■ Work order ■
If a line below contains the string "Bounding", copy it out.

Collected data
◆ ◆ ◆ ◆

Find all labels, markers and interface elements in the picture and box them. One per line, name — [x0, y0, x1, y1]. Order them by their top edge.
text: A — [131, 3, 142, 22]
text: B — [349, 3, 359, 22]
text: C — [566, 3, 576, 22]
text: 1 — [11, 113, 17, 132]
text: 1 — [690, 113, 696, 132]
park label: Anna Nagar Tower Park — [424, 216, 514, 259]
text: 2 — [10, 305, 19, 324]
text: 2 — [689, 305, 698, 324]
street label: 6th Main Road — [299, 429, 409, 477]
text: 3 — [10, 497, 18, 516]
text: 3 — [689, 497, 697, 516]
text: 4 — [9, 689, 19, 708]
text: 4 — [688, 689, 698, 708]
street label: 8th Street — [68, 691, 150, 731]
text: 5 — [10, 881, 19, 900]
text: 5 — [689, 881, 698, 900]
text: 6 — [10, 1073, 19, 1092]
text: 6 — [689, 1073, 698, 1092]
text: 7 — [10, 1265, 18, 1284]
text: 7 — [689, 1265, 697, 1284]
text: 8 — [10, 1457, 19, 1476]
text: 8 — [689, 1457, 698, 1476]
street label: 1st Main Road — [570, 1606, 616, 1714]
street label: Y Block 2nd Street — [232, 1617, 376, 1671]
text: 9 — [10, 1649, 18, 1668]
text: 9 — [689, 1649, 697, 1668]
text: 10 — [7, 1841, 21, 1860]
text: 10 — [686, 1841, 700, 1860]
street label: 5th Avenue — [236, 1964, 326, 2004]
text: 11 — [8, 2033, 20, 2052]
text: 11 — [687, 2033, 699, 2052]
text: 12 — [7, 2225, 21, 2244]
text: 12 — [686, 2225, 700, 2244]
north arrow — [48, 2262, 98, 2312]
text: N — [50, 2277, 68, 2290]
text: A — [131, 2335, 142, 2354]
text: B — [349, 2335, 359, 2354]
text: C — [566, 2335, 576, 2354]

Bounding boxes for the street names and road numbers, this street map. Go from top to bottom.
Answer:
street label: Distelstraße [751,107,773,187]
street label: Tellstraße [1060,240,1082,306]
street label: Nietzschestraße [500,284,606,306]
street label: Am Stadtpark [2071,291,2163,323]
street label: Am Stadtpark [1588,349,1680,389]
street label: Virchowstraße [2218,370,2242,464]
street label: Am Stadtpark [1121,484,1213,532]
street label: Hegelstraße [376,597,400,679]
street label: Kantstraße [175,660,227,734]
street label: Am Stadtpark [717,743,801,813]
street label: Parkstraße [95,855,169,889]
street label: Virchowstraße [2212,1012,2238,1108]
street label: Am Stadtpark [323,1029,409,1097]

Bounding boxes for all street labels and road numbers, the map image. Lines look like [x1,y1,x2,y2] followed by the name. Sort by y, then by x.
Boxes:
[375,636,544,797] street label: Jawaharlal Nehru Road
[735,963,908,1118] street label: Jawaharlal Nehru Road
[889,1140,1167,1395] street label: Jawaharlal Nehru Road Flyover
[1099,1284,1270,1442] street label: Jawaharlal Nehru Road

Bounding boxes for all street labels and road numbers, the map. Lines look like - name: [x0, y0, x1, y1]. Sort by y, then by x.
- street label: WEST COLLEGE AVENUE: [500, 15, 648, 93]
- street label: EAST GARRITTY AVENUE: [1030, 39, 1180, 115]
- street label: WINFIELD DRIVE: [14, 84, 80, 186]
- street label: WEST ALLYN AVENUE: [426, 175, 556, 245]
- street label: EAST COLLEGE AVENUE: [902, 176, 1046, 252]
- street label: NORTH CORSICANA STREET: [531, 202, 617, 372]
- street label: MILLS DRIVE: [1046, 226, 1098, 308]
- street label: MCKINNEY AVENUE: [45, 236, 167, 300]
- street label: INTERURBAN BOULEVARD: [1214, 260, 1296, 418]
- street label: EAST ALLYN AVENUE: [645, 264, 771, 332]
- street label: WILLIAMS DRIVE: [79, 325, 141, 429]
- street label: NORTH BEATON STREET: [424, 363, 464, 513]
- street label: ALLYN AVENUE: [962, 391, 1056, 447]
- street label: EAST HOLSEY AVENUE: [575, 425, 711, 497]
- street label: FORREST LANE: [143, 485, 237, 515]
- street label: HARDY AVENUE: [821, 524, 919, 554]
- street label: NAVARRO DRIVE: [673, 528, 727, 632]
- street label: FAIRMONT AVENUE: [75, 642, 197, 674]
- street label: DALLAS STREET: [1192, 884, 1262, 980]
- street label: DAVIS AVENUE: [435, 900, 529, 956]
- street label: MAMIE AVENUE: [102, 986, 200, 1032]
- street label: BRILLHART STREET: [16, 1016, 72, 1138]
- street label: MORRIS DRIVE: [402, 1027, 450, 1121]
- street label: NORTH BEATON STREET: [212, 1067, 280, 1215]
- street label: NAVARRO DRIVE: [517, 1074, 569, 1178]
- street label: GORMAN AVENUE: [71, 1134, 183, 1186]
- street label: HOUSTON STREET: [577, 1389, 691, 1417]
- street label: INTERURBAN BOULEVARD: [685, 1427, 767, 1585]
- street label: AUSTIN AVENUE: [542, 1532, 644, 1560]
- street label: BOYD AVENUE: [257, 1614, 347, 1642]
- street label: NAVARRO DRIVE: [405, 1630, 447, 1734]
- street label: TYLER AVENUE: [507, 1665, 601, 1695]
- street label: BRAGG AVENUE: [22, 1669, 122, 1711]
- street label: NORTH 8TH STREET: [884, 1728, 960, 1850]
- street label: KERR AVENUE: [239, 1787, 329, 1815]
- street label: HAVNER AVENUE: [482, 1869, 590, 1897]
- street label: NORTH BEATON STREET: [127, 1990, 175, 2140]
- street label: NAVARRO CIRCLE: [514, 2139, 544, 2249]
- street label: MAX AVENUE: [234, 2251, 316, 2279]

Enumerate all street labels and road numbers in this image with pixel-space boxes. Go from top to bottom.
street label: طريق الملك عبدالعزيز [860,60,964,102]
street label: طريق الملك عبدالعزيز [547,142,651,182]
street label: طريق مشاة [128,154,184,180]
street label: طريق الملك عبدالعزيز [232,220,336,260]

◆ ◆ ◆ ◆

■ Response area ■
Bounding boxes for the street names and road numbers, this street map. Go from top to bottom.
Bounding boxes for all street labels and road numbers, the map image. Lines look like [x1,y1,x2,y2] followed by the name. Sort by y, then by x.
Bounding boxes for all street labels and road numbers, the map. Lines look like - name: [x0, y0, x1, y1]. Sort by y, then by x.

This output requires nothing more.